# Work to complete
How many of the lines below contain "image"? Reply with only that figure.

# Provided entries
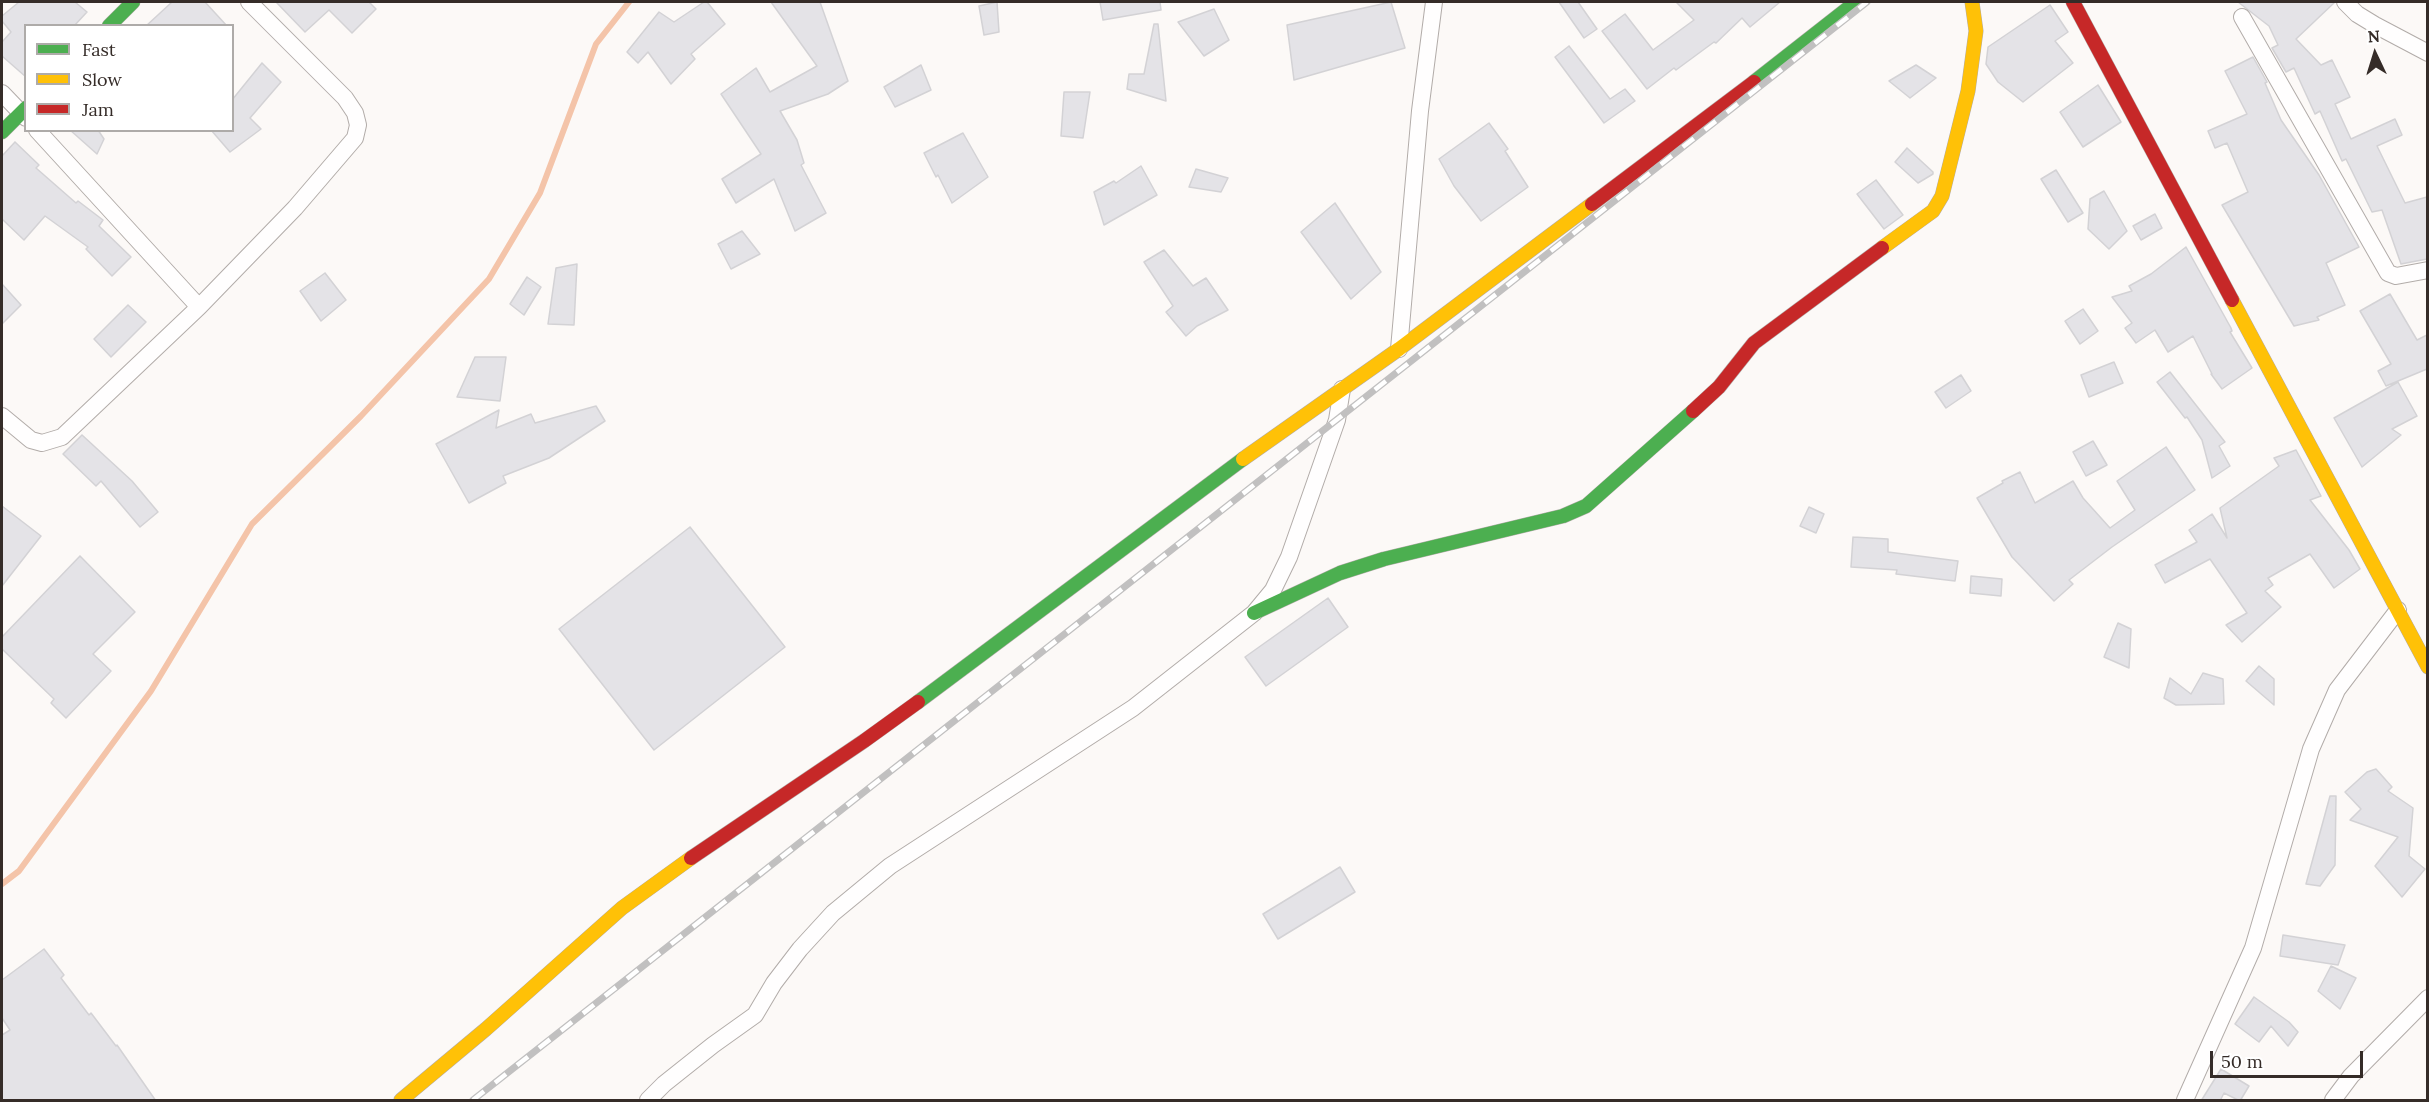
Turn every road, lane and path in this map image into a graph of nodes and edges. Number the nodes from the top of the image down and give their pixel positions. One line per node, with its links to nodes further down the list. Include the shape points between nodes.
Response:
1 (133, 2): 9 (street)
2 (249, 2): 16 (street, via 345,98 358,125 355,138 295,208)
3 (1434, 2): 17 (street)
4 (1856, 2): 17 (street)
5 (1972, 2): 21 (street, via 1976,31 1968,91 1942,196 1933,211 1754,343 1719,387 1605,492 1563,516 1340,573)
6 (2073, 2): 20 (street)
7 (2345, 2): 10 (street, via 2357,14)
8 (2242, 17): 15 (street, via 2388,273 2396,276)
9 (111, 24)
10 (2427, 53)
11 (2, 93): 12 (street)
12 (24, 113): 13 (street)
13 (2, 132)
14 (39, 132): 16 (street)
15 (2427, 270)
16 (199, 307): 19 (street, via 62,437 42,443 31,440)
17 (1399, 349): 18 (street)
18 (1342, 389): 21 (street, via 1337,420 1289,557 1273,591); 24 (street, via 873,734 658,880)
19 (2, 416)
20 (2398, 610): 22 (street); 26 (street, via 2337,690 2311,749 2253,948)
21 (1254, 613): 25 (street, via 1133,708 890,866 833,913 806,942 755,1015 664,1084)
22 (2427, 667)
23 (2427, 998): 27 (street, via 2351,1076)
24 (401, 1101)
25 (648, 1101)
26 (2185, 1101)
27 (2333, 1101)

* * *

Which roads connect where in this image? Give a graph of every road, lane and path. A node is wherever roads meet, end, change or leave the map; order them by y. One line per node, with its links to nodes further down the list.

---

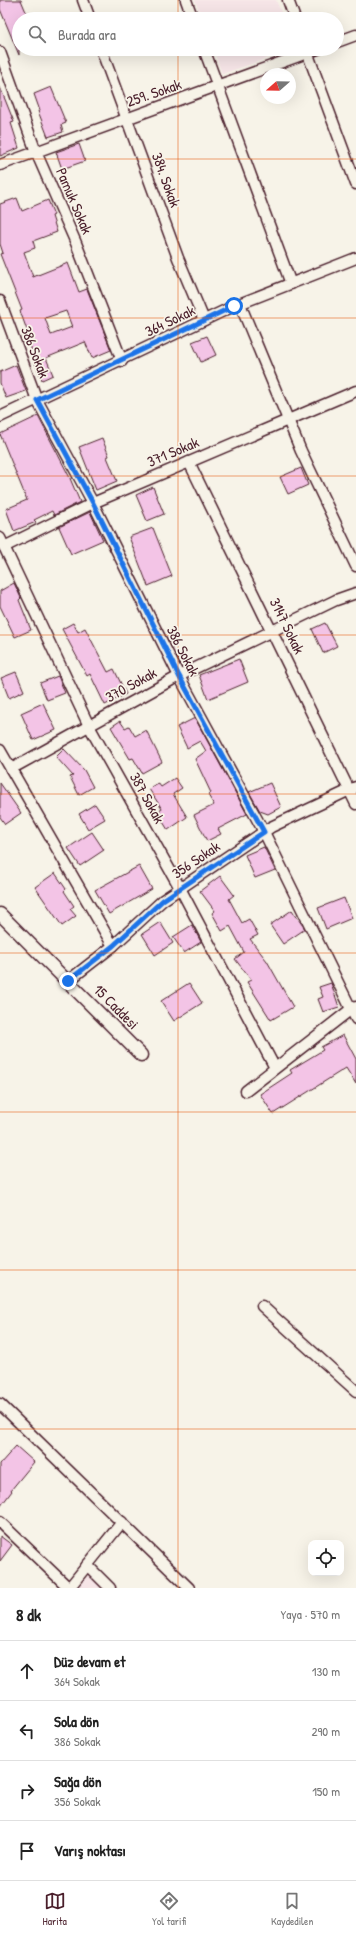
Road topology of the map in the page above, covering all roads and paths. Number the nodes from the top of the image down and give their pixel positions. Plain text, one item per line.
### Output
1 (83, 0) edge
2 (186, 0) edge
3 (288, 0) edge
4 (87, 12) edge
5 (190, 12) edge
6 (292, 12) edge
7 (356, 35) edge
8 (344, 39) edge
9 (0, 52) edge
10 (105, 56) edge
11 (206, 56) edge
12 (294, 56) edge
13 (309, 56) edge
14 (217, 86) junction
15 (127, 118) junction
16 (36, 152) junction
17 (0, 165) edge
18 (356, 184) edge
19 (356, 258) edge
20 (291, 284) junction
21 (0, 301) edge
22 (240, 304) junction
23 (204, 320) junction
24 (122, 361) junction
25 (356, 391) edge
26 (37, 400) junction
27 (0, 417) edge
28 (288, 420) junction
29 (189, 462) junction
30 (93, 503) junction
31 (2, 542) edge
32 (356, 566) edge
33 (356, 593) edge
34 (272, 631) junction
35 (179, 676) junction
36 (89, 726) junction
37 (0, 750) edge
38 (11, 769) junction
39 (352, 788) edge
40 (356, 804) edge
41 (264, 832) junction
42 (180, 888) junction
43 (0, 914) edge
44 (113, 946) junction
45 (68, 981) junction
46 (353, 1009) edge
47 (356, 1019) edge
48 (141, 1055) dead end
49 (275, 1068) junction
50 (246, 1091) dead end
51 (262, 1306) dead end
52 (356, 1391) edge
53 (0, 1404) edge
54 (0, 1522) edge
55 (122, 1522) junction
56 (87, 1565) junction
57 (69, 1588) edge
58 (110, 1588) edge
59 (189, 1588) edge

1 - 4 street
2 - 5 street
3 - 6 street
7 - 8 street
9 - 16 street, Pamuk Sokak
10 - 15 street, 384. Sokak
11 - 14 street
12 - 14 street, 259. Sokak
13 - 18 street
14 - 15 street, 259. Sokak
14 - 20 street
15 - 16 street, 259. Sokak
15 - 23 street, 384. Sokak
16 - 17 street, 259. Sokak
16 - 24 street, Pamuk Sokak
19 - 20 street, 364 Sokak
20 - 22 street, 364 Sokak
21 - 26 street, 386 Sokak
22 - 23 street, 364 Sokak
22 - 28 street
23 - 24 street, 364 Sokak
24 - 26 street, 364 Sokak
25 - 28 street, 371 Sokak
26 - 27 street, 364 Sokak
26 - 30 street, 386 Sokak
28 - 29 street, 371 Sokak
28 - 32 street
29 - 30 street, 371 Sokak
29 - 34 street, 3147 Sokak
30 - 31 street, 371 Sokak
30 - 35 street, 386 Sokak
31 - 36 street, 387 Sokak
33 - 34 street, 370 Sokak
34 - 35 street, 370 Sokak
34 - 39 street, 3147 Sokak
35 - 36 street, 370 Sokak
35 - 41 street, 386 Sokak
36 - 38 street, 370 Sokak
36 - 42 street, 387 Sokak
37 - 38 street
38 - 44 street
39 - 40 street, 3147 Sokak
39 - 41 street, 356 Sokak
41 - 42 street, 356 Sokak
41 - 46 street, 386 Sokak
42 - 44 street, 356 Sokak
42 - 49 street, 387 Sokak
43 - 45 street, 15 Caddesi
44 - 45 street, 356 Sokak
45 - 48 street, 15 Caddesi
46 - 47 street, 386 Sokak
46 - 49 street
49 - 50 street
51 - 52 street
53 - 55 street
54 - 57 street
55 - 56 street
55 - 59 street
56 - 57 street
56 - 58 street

# Answer for this exercise
3